The Fight


True Colors Film Festivalのオンライン上映にて観賞。2020年アメリカ制作、エリス・スタインバーグ、ジョシュ・クリーグマン、エリ・デスプレス監督。

アメリカ自由人権協会(ACLU)がトランプ政権相手に起こしてきた多くの訴訟のうちの4件を通じて弁護士の闘いを追うドキュメンタリー。前世紀の言葉で言えば「ゴキゲン」な冒頭から弁護士達によるオフィスの「ツアー」など明るく楽しい雰囲気で進む。時折挿入される非・仕事場面には、いいところを捉えたというよりいつもこんなふうなんだろうな、こういう人なんだろうなと思わせられる。模擬裁判(教員的には模擬授業じゃなく研究授業を思い出させる場面)を経て4人は最後弁論へ。それは終わりなき闘いの途中である。

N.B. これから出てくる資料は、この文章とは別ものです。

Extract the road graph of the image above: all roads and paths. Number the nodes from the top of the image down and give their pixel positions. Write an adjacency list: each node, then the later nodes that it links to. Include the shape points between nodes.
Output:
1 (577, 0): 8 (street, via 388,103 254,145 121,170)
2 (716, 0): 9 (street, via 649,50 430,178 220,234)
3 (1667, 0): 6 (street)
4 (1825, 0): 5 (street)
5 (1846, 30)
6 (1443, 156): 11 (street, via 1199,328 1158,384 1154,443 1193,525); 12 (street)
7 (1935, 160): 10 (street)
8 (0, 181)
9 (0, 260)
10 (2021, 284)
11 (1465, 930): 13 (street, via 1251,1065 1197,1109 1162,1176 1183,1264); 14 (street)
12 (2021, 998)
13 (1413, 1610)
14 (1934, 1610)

前日同映画祭で見た「Listen」と同じく、ここでも「時間との勝負」がなされている。中絶が許可される期間を過ぎてしまうおそれがある、20分後に飛行機に乗せられてしまうなど、勝負しなければならないのは勿論国と闘う側である。少女の「命を救ってもらった気がした」との言葉からは、妊娠とはまず当人の命の問題であるという当たり前のことが再確認できる(…のになぜ当事者じゃない者にそれを管理する権利があると思っているのか、と担当弁護士も口にする)。選挙に関する訴訟は期限が次の選挙までと明確なため手早く進むと聞くと、素人としてはやれば出来るんじゃないかと思ってしまう。

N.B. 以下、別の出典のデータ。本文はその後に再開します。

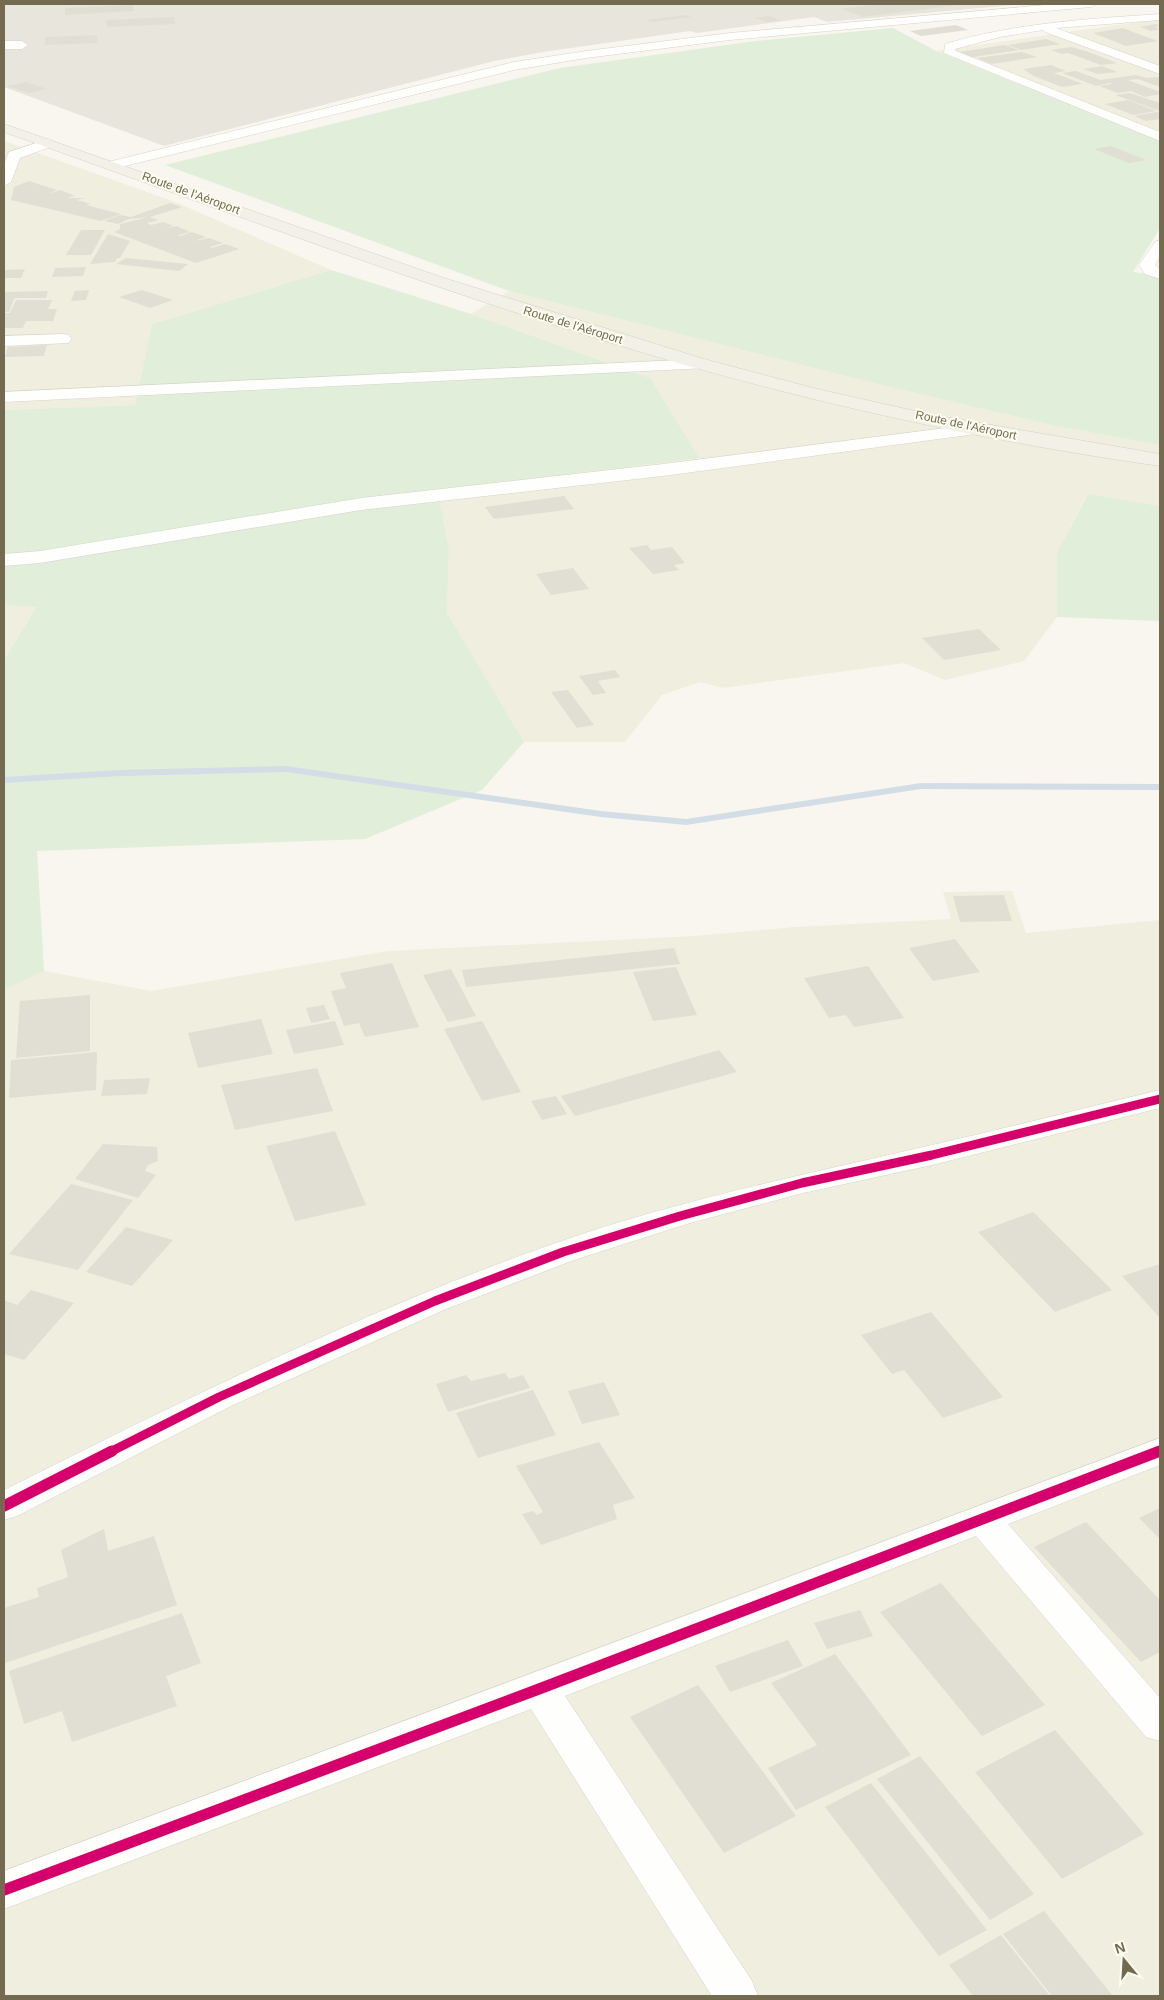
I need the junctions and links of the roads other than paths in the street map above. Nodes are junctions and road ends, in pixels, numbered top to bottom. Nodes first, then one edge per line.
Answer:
1 (1091, 4) edge
2 (1002, 12) junction
3 (1160, 17) edge
4 (1041, 27) junction
5 (4, 45) edge
6 (22, 45) dead end
7 (1160, 70) edge
8 (4, 128) edge
9 (1160, 137) edge
10 (48, 144) junction
11 (114, 165) junction
12 (4, 182) edge
13 (1160, 245) edge
14 (1160, 274) edge
15 (63, 339) dead end
16 (4, 340) edge
17 (701, 364) junction
18 (4, 397) edge
19 (977, 429) junction
20 (1160, 460) edge
21 (14, 559) edge
22 (4, 565) edge
23 (1160, 1099) edge
24 (1160, 1452) edge
25 (4, 1506) edge
26 (983, 1519) junction
27 (539, 1689) junction
28 (1160, 1725) edge
29 (4, 1890) edge
30 (736, 1996) edge

1 - 2 street
2 - 4 street
2 - 11 street
3 - 4 street
4 - 7 street
4 - 9 street
5 - 6 street
8 - 10 main road, Route de l'Aéroport
10 - 11 main road, Route de l'Aéroport
10 - 12 street
11 - 17 main road, Route de l'Aéroport
13 - 14 street
15 - 16 street
17 - 18 street
17 - 19 main road, Route de l'Aéroport
19 - 20 main road, Route de l'Aéroport
19 - 21 street
21 - 22 street
23 - 25 street
24 - 26 street
26 - 27 street
26 - 28 street
27 - 29 street
27 - 30 street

トランスジェンダーである弁護士が言うには「ぼくが弁護士になった頃は業界にトランスジェンダーが殆どいなかったから色々なことをやらなきゃならず、テレビ番組に出たり後輩のトランスの弁護士への研修を頼まれたりとかね、だからくそみたいな言いがかりへの訴訟スキルを学ぶ時間なんて無かった」。自分自身のアイデンティティが訴訟の争点になっている側の人間が主張を通すのはとても難しいから、入隊禁止令の訴訟はシスジェンダーの君に任せた方が楽だと彼は同僚に言うのだ。

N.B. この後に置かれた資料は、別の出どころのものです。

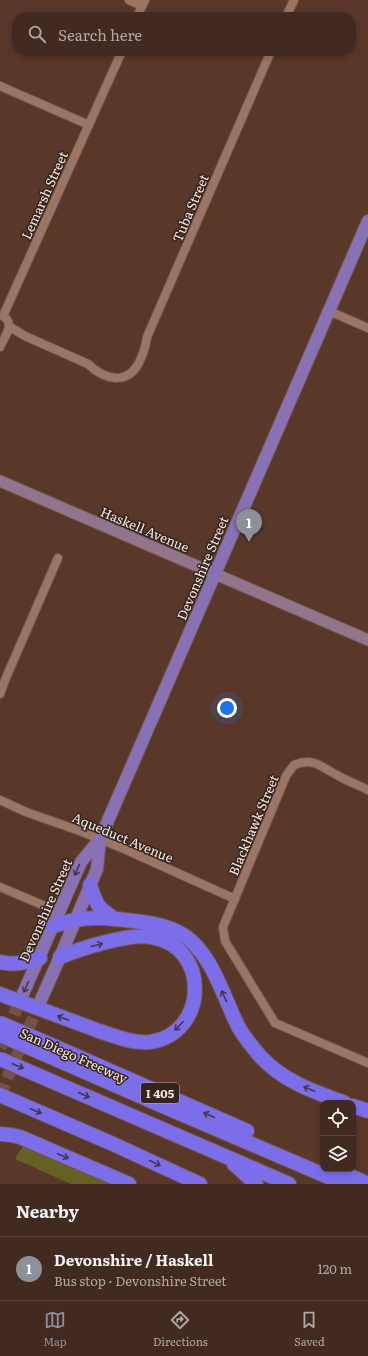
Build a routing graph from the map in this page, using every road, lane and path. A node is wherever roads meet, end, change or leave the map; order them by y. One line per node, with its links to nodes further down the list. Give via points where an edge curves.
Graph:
1 (129, 0): 3 (street)
2 (294, 0): 4 (street)
3 (143, 3)
4 (288, 12)
5 (120, 56): 8 (street, Lemarsh Street)
6 (269, 56): 12 (street, Tuba Street, via 147,337 141,359 130,374 116,379 108,377 88,364)
7 (0, 86): 8 (street)
8 (89, 125): 11 (street, Lemarsh Street)
9 (368, 221): 10 (main road, Devonshire Street)
10 (329, 311): 13 (street); 17 (main road, Devonshire Street)
11 (2, 316): 12 (street, Lemarsh Street, via 9,321)
12 (10, 327): 14 (street)
13 (368, 328)
14 (0, 347)
15 (0, 480): 17 (main road, Haskell Avenue)
16 (58, 558): 19 (street)
17 (214, 574): 18 (main road, Haskell Avenue); 22 (main road, Devonshire Street)
18 (368, 640)
19 (0, 694)
20 (368, 790): 25 (street, Blackhawk Street, via 312,762 298,763 291,768)
21 (0, 800): 22 (street, Aqueduct Avenue)
22 (100, 839): 23 (main road, Devonshire Street, via 97,869); 25 (street, Aqueduct Avenue); 26 (main road, Devonshire Street, one-way to 26, via 81,862)
23 (90, 885): 27 (highway, via 101,910); 28 (main road, Devonshire Street)
24 (0, 888): 26 (street)
25 (235, 899): 41 (street, Blackhawk Street, via 223,927 225,941 276,1023)
26 (59, 912): 29 (main road, Devonshire Street)
27 (116, 919): 28 (highway); 43 (highway, one-way to 27, via 283,1076 262,1058 240,1029 203,954 187,938 168,928)
28 (76, 920): 29 (highway); 31 (main road, Devonshire Street)
29 (53, 926): 30 (main road, Devonshire Street)
30 (40, 958): 32 (highway, via 26,963); 34 (main road, Devonshire Street, one-way to 34)
31 (60, 958): 33 (highway, one-way to 33, via 74,951 125,937 144,936 165,941 179,950 191,968 195,984 194,1002 182,1024 171,1033 160,1039 141,1042 99,1031); 35 (main road, Devonshire Street)
32 (0, 962)
33 (0, 994)
34 (22, 996)
35 (40, 1002)
36 (0, 1023): 39 (highway, San Diego Freeway / I 405, bridge)
37 (0, 1034): 39 (highway, bridge)
38 (0, 1042): 39 (highway)
39 (45, 1053): 48 (highway, San Diego Freeway / I 405, one-way to 39); 54 (highway); 55 (highway)
40 (0, 1058): 47 (highway, I 405, one-way to 47, bridge)
41 (368, 1063)
42 (0, 1095): 51 (highway, one-way to 51)
43 (338, 1100)
44 (356, 1107): 45 (highway)
45 (368, 1112)
46 (0, 1134): 50 (highway, one-way to 50, via 20,1137)
47 (227, 1157): 52 (highway); 53 (highway, I 405)
48 (320, 1163)
49 (341, 1172): 56 (highway)
50 (129, 1184)
51 (200, 1184)
52 (256, 1184)
53 (289, 1184)
54 (325, 1184)
55 (346, 1184)
56 (368, 1184)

シャーロッツビルの事件に話が至る前に、「権利とは誰でもその権利を行使できると約束するものです、ACLUの人間が全員それに賛成しているわけではありませんが」とのリーガルディレクターの言葉が入る。事件後には「公式にも非公式にも何度も会議が行われた」そうで、作中取り上げられる意見も様々である。ここに、葉書から電話、メールとあらゆるルートで送られてくるヘイトスピーチを「ネガティブなものも見ないと世界が狭くなる」と受け入れる姿勢やら先のトランスジェンダーの彼の言葉やらが結びついてくる。よいドキュメンタリーとは、今映っているこの人は先に見たあの人だ、とつくづく思わせられる映画だと私は思うんだけど、これも確かにそうだった。